I'm not writing romance anymore. I'm finishing up my lone romance series this month, and then I'm done with that (for a while, at least.)

At the risk of boring everyone to tears, I'll sort of explain what happened to me.

I used to read a fairly straight diet of speculative fiction, with an emphasis on supernatural horror. I liked Stephen King, Clive Barker, Poppy Z. Brite, Anne Rice, Caitlin R. Kiernan, Peter Straub, etc. Anyway, along came Laurell K. Hamilton, it wasn't a big stretch (at the time) to move into vampire/mystery books and urban fantasy stuff. And then I kept reading UF, and I somehow started reading YA UF, so I started writing YA. And most of my early books were YA UF. They had romantic aspects, but they weren't necessarily Romance with a capital R, you know?

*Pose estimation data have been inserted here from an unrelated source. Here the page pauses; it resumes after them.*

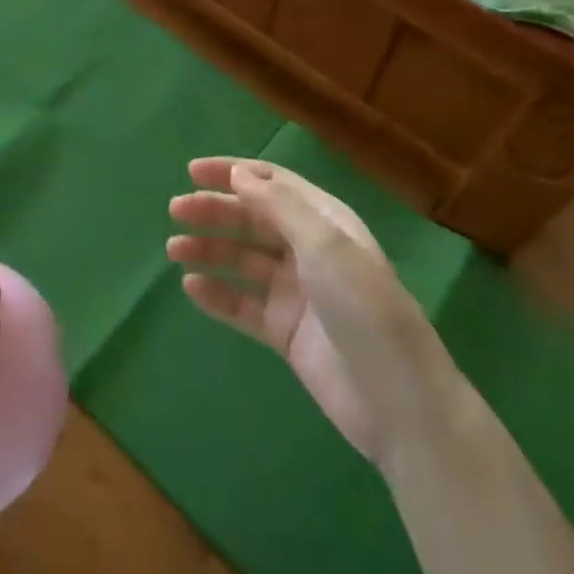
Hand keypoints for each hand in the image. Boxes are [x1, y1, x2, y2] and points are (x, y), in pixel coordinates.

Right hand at [167, 158, 451, 461]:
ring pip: (243, 261)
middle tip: (176, 210)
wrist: (399, 403)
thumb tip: (239, 173)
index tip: (193, 171)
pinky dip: (218, 294)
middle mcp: (308, 249)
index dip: (233, 172)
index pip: (272, 183)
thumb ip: (279, 206)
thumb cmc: (365, 308)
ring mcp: (296, 292)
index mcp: (324, 220)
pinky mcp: (286, 332)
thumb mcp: (325, 245)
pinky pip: (244, 306)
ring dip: (209, 250)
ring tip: (174, 249)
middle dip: (215, 210)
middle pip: (253, 219)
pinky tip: (191, 287)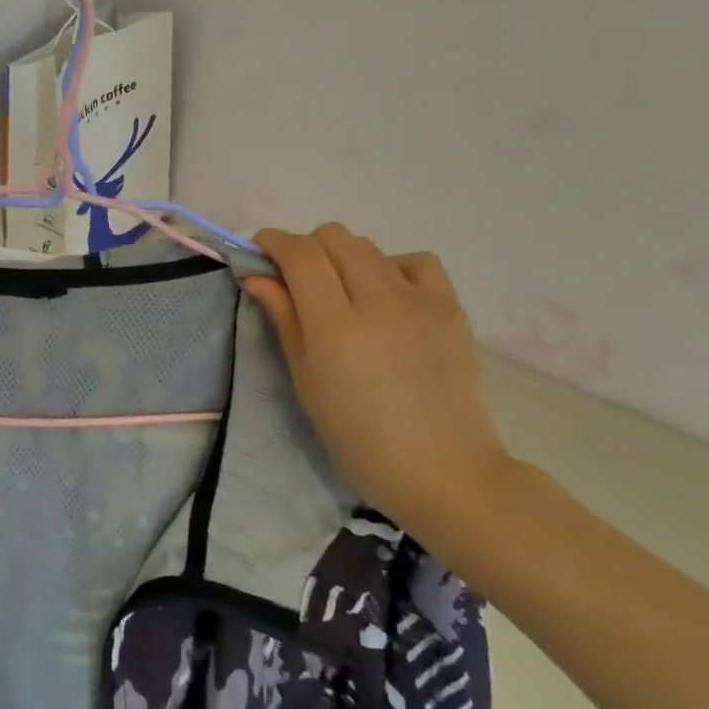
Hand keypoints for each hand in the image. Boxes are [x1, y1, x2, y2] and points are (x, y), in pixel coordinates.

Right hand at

Anyway, then New Adult barged into the room and everyone who'd been writing YA UF all started writing NA contemporary romance. I guess I sort of figured that this was what was expected of me, and I tried to jump on the bandwagon. It was a bad idea, I now realize.

I didn't actually realize how much I hated the contemporary NA genre until my readers kept talking to me about other books they were reading, and I would look at them and think, "Ugh." And this wasn't until maybe... August of this year? Because I do like romantic stories, and I do like bad boys. So, it took a while for me to even realize that I wasn't writing something I loved.

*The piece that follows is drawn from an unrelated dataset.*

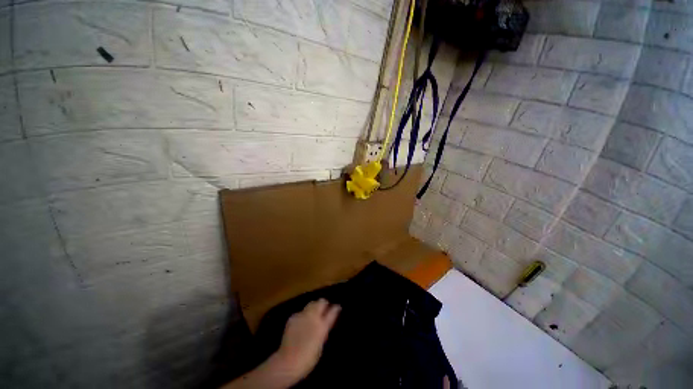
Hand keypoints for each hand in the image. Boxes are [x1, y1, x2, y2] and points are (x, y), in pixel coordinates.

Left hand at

Meanwhile, UF itself had also tumbled down into this weird romance spiral, where there was essentially nothing new or interesting going on.

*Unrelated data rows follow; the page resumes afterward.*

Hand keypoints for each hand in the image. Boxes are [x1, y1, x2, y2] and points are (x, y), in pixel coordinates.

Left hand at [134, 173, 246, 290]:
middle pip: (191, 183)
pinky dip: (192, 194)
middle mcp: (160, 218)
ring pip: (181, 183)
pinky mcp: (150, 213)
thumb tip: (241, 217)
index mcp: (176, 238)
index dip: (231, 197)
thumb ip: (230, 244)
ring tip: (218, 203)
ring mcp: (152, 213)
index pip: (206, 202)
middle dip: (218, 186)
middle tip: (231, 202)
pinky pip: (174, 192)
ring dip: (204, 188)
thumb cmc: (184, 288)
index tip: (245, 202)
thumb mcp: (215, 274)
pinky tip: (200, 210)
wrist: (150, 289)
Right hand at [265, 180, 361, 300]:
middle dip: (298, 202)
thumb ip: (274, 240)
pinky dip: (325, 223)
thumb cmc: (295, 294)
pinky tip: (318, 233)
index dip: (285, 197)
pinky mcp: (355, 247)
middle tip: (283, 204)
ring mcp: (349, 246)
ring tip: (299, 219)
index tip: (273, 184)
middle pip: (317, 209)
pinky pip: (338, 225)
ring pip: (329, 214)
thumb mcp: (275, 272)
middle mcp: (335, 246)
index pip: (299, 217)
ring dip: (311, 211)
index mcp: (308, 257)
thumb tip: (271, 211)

I found myself unable to find anything to read anymore (for like the past two years, actually). I didn't like any of the speculative YA that was out there anymore. I didn't like the super romancey UF. I definitely didn't like contemporary NA. I was sad, sad, sad. I didn't have anything to read, and I didn't even _know_ what I wanted to write. I stumbled onto a Chelsea Cain book when I was reading something on Chuck Palahniuk's website, and I started reading her stuff. And then from there I found Gillian Flynn and Jennifer Hillier and a bunch of other really awesome contemporary suspense books. And then I was like, "Eureeka! _This_ is what I want to be doing." But I had about three series obligation books that I had to get out, so it took until this month that I was actually even able to start switching. So, my first contemporary suspense book will be out in January. I'm really hoping it does okay. I think I'll maybe give that genre three books (because that's how many ideas I have right now) before trying zombie apocalypse stuff or maybe straight murder mystery with a P.I. or something. *shrug*


----------



## 58907 (Apr 3, 2012)

Mimi (was Dalya) said:


> I also know the pain of having one book sell well, and then discovering it doesn't leave any sort of legacy. It's like pulling teeth to get people to sign up for your mailing list, for cryin' out loud! It really is! And you might have great sales for a month, but all the customers who bought that one book have little chance of buying an author's next one ... unless it is already rocketing up the charts and getting a lot of buzz/getting noticed.


This.

My Thanksgiving novelette is doing really well--very steady--and my Christmas novelette is sinking fast. 15 people joined my mailing list between releases and even less people opened my email about the Christmas release than did the Thanksgiving email. I can hardly rocket up the charts without sales from the support of my immediate fan base--being a newbie an all.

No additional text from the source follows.